However, in other lock mechanism designs, of the type for which this invention is particularly suitable, the locking mechanism is more closely integrated with the latchbolt portion. In these designs, the lock control linkages extend directly outward from the latchbolt mechanism at the front of the lock mechanism bored opening and the lock linkages are far from the axis of rotation of the handles. As a result, the lock control linkages in such designs will interfere with the springs in a conventional spring return mechanism where the springs occupy the entire inner circumference of the bored opening.
Bearing in mind the problems and deficiencies of the prior art, it is therefore an object of the present invention to provide a return spring assembly that is compatible with lock mechanisms having a control linkage extending outward from the latchbolt mechanism.
It is another object of the present invention to provide a return spring assembly that does not extend into the space at the front of a bored opening in a door and has the spring mechanism located at least partially inside the bored opening to provide a reduced visual thickness as compared to return spring assemblies that are mounted outside the bored opening on the surface of the door.
It is another object of the present invention to provide a return spring assembly that provides additional support to the latchbolt mechanism of a lock mechanism.
Still other objects and advantages of the invention will in part be obvious and will in part be apparent from the specification.

SUMMARY OF THE INVENTION

The above and other objects, which will be apparent to those skilled in this art, are achieved in the present invention which is directed to a return spring assembly for a lock mechanism adapted for installation in a bored opening in a door. The return spring assembly includes a spring housing having an outer flange and an inner portion having a curved section. The outer flange has a diameter greater than the bored opening and makes supporting contact with an outer surface of the door when the return spring assembly is inserted into the bored opening.
The inner portion extends at least partially into the bored opening in the door when the outer flange is in contact with the face of the door to provide a thinner appearance.
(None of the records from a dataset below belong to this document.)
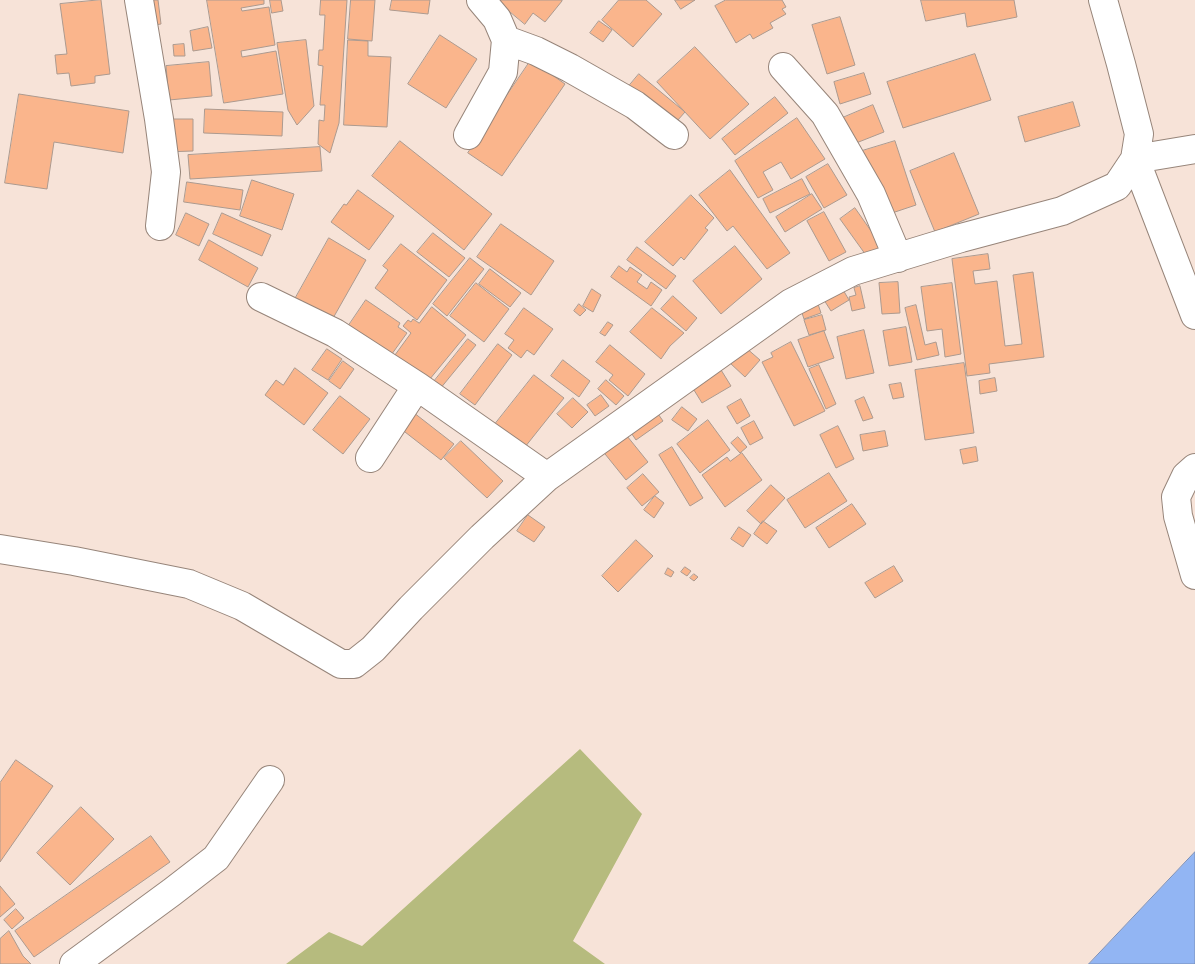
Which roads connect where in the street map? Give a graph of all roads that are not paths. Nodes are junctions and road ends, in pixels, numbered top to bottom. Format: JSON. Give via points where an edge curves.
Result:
{"nodes":[{"id":1,"x":139,"y":0,"type":"edge"},
{"id":2,"x":481,"y":0,"type":"edge"},
{"id":3,"x":1102,"y":0,"type":"edge"},
{"id":4,"x":506,"y":40,"type":"junction"},
{"id":5,"x":784,"y":67,"type":"dead end"},
{"id":6,"x":468,"y":135,"type":"dead end"},
{"id":7,"x":674,"y":135,"type":"dead end"},
{"id":8,"x":1195,"y":149,"type":"edge"},
{"id":9,"x":1135,"y":159,"type":"junction"},
{"id":10,"x":160,"y":226,"type":"dead end"},
{"id":11,"x":898,"y":258,"type":"junction"},
{"id":12,"x":261,"y":298,"type":"dead end"},
{"id":13,"x":1195,"y":316,"type":"edge"},
{"id":14,"x":417,"y":386,"type":"junction"},
{"id":15,"x":370,"y":458,"type":"dead end"},
{"id":16,"x":1195,"y":468,"type":"edge"},
{"id":17,"x":547,"y":477,"type":"junction"},
{"id":18,"x":0,"y":550,"type":"edge"},
{"id":19,"x":1195,"y":575,"type":"edge"},
{"id":20,"x":270,"y":780,"type":"dead end"},
{"id":21,"x":74,"y":964,"type":"edge"}],
"edges":[{"from":1,"to":10,"type":"street","via":[[166,172]]},
{"from":2,"to":4,"type":"street","via":[[497,19]]},
{"from":3,"to":9,"type":"street","via":[[1139,134]]},
{"from":4,"to":6,"type":"street","via":[[503,72]]},
{"from":4,"to":7,"type":"street","via":[[570,68],[635,105]]},
{"from":5,"to":11,"type":"street","via":[[825,114],[871,194]]},
{"from":8,"to":9,"type":"street"},
{"from":9,"to":11,"type":"street","via":[[1117,186],[1062,211]]},
{"from":9,"to":13,"type":"street"},
{"from":11,"to":17,"type":"street","via":[[853,271],[791,303]]},
{"from":12,"to":14,"type":"street","via":[[335,333]]},
{"from":14,"to":15,"type":"street"},
{"from":14,"to":17,"type":"street"},
{"from":16,"to":19,"type":"street","via":[[1186,476],[1176,497],[1178,516]]},
{"from":17,"to":18,"type":"street","via":[[354,664],[341,664],[242,606],[189,584],[74,560]]},
{"from":20,"to":21,"type":"street","via":[[216,858]]}]}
The curved section extends less than one hundred eighty degrees around the perimeter of the inner portion and more deeply into the bored opening than the remainder of the inner portion, preferably at least half the thickness of the door.
An annular spring channel is formed in the spring housing and holds a compression spring that acts to return the handle to the horizontal orientation. Two spring drivers, preferably identical, compress the spring from opposite directions. The first spring driver has a first arm engaging a first end of the spring and the second spring driver has a second arm engaging a second end of the spring. Each spring driver includes a center opening shaped to engage a spindle driven by a handle.
The first spring driver moves as the handle is rotated in a first direction to compress the spring from the first end of the spring and the second spring driver moves as the handle is rotated in an opposite direction to compress the spring from the second end of the spring. The spring drivers are driven with lost motion, the first spring driver remaining stationary as the second spring driver moves to compress the spring from the second end and the second spring driver remaining stationary as the first spring driver moves to compress the spring from the first end.
In one aspect of the invention, the center of each spring driver includes an opening defined by a partial rotation of the cross-sectional shape of the spindle, which is typically square. This produces a cross-shaped opening and the opening provides a lost motion engagement between the spring driver and the spindle.
In another aspect of the invention, the curved section of the spring housing extends into the bored opening in the door into supporting contact with the lock mechanism. This provides a rugged connection between the lock and the door and the return spring assembly. Preferably, the curved section of the spring housing extends into the bored opening in the door into supporting contact with an upper side of the lock mechanism. A second return spring assembly having a second spring housing and a second curved section is typically inserted from the opposite side of the door and the two curved sections contact opposite, upper and lower, surfaces of the lock mechanism to trap it and secure it therebetween.
In still another aspect of the invention, the spring housing includes four bosses that act as stops for the spring driver arms at opposite ends of their travel. The arm of the first spring driver contacts a first one of the bosses when the first spring driver is not being driven; the arm of the second spring driver contacts a second one of the bosses when the second spring driver is not being driven; the arm of the first spring driver contacts a third one of the bosses when the first spring driver is driven to maximally compress the spring; and the arm of the second spring driver contacts a fourth one of the bosses when the second spring driver is driven to maximally compress the spring in the opposite direction from the first spring driver.
In the most highly preferred embodiment of the invention, the arm of the first spring driver contacts the first one of the bosses when the second spring driver is driven to maximally compress the spring and the arm of the second spring driver contacts the second one of the bosses when the first spring driver is driven to maximally compress the spring from the opposite direction. This design shares the loads between the two arms at the limits of travel and strengthens the design significantly.
In still another aspect of the invention, the spring housing includes an opening for receiving a lock linkage extending outward from the lock mechanism. The opening for the lock linkage is located opposite the spring and spring channel, and the spring and spring channel extend only partly around the inner perimeter so that the spring does not interfere with the lock linkage extending through the opening as would occur with a prior art design using springs around the entire inner perimeter.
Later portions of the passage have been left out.